Francisco de Quevedo

Fragmento

cap-1

INTRODUCCIÓN

1. PERFILES DE LA ÉPOCA

En 1591 España tiene ocho millones de habitantes de los cuales un 80 por ciento vive en Castilla. Entre 1530 y 1591 la población castellana se ha duplicado, gracias al crecimiento demográfico continuado durante todo el siglo. Empieza un reflujo en torno al año 1600, con la desaparición de unas 500.000 personas, víctimas de la “gran peste” (1596-1602), y la expulsión de 300.000 moriscos, más o menos (1609-1614); otros tantos factores a los cuales se deben agregar las consecuencias de la emigración a las Indias que esquilma cada año entre 4.000 y 5.000 fuerzas vivas del país. Esta población está desigualmente repartida: su densidad es mayor del norte de la península a la cuenca del Tajo (20 por kilómetro cuadrado) y las poblaciones se van desarrollando, sobre todo en los últimos decenios del siglo, a expensas del campo, atrayendo no sólo a los pobres y vagabundos (salarios más altos y organización de la beneficencia) sino también a la aristocracia que levanta en ellas ricas mansiones y palacios, contribuyendo de esta forma al cambio de sociedad que acompaña la subida al trono de Felipe III en 1598. Con arreglo a los recursos, los hombres son sin embargo demasiados, amenazados permanentemente por el hambre y las miserias de toda clase; para contrarrestar la escasez del pan, base de la alimentación, las ciudades organizan y controlan el almacenamiento de trigo. Importantes sectores de la sociedad tienen que luchar por sobrevivir.

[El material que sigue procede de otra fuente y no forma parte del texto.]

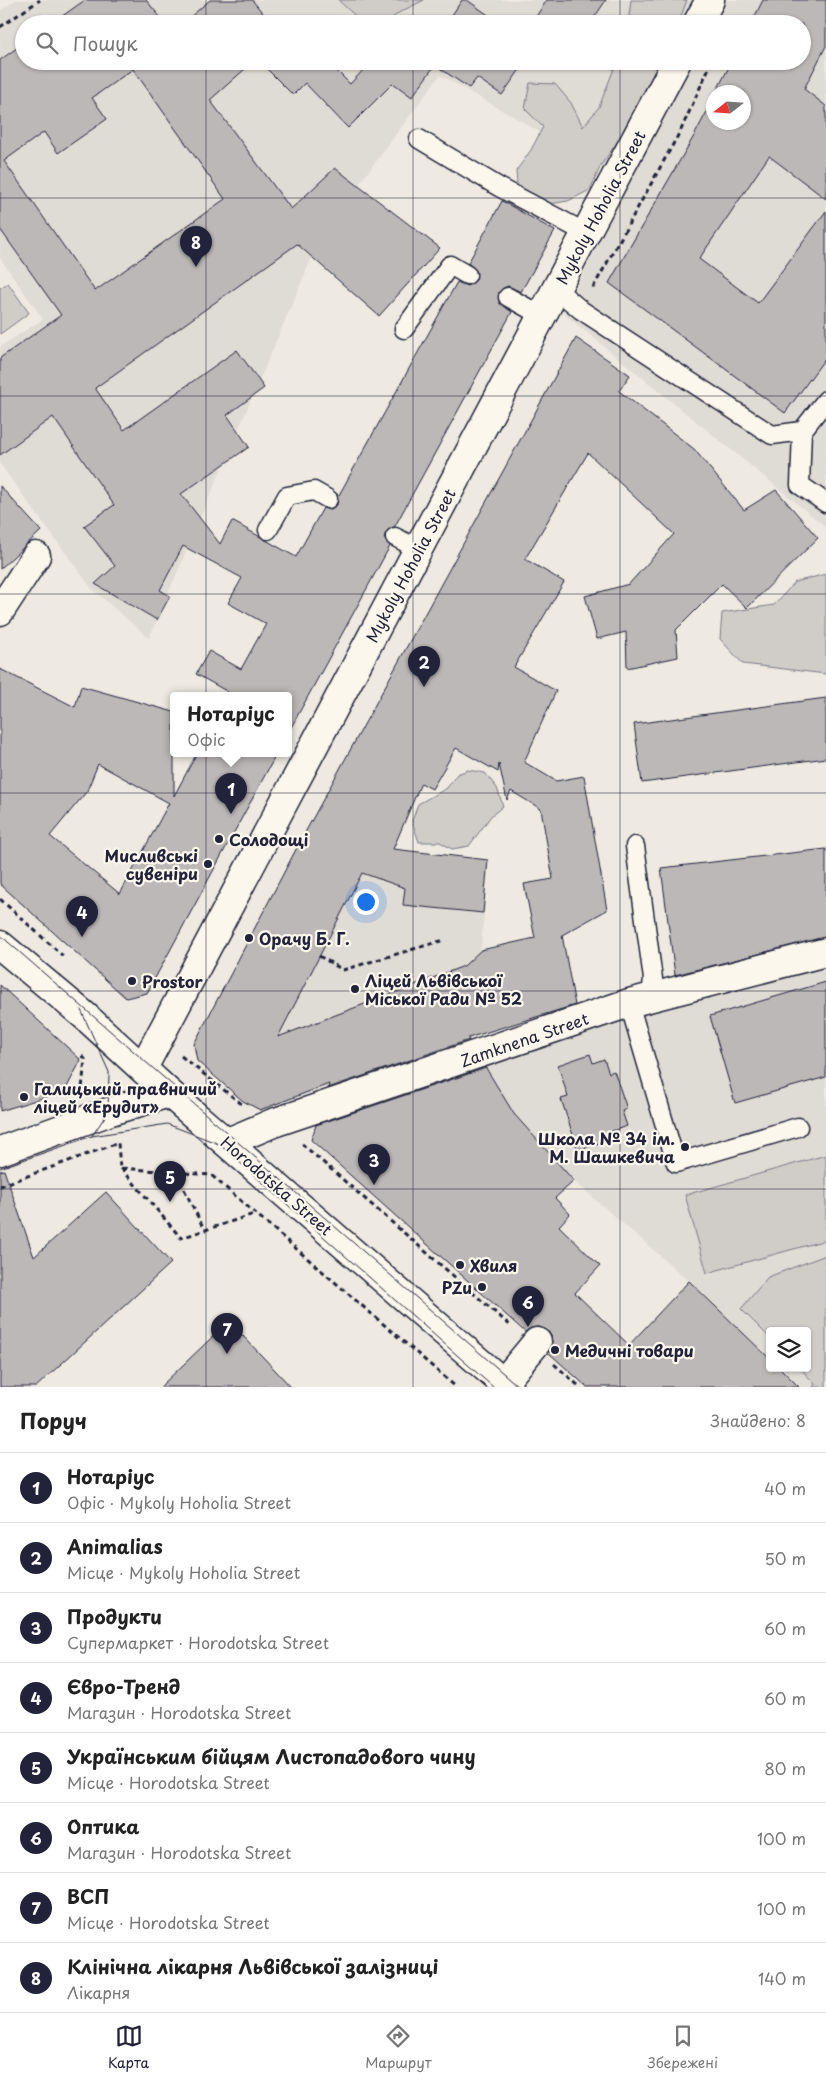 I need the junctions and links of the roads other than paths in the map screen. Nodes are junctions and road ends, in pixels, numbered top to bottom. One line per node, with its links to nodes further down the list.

Las novelas picarescas reflejan —cada una de manera específica— esta realidad de la vida cotidiana.

Con esta subida demográfica se ha de relacionar la inflación monetaria que Fernand Braudel ha calificado de “revolución de los precios”, debida a la plata importada de las Indias (con la técnica del amalgama, que utiliza el mercurio de Almadén para explotar el mineral, las importaciones se han multiplicado por diez y llegan a su máximo en 1580), a las exportaciones a América (vino, aceite, trigo, telas), que encarecen la vida, primero en Andalucía y luego en las mesetas de Castilla, a la exportación a Flandes de la mejor lana de los merinos y a las importaciones correlativas de los productos manufacturados, a las sucesivas devaluaciones de las monedas... Esta inflación afecta no sólo a los menesterosos sino también a toda la economía: a los industriales, a los mercaderes, a los mismos banqueros, dejando sólo a salvo a los propietarios de la tierra. Ésta sigue siendo un valor económico estable: como productora de riquezas y base del sistema generalizado de los censos, juros y rentas, atrae los gastos de capital, desviando de la incipiente industria las inversiones e hipotecando el porvenir de España, cuyas clases altas han traicionado de esta forma su papel histórico. La situación se agrava episódicamente con las sucesivas bancarrotas de Felipe II (1557- 1560, 1575, 1596) y Felipe III (1607) que obliga a los monarcas a negociar con los banqueros alemanes o genoveses: en cada caso el “medio general” (convenio que trata de las facilidades de pago de las deudas de la corona) enajena sectores productivos claves para el país (producción andaluza de la seda, minas de Almadén, asientos de todas clases...) y sus aplicaciones terminan agobiando más a los contribuyentes. La inflación, la situación económica en general, la presión fiscal, la dependencia de los bancos extranjeros suscitan las quejas de los contemporáneos y de las Cortes de Castilla a la vez que explican también ciertos aspectos de la xenofobia de Quevedo y sus frecuentes alusiones al poder de “don Dinero”.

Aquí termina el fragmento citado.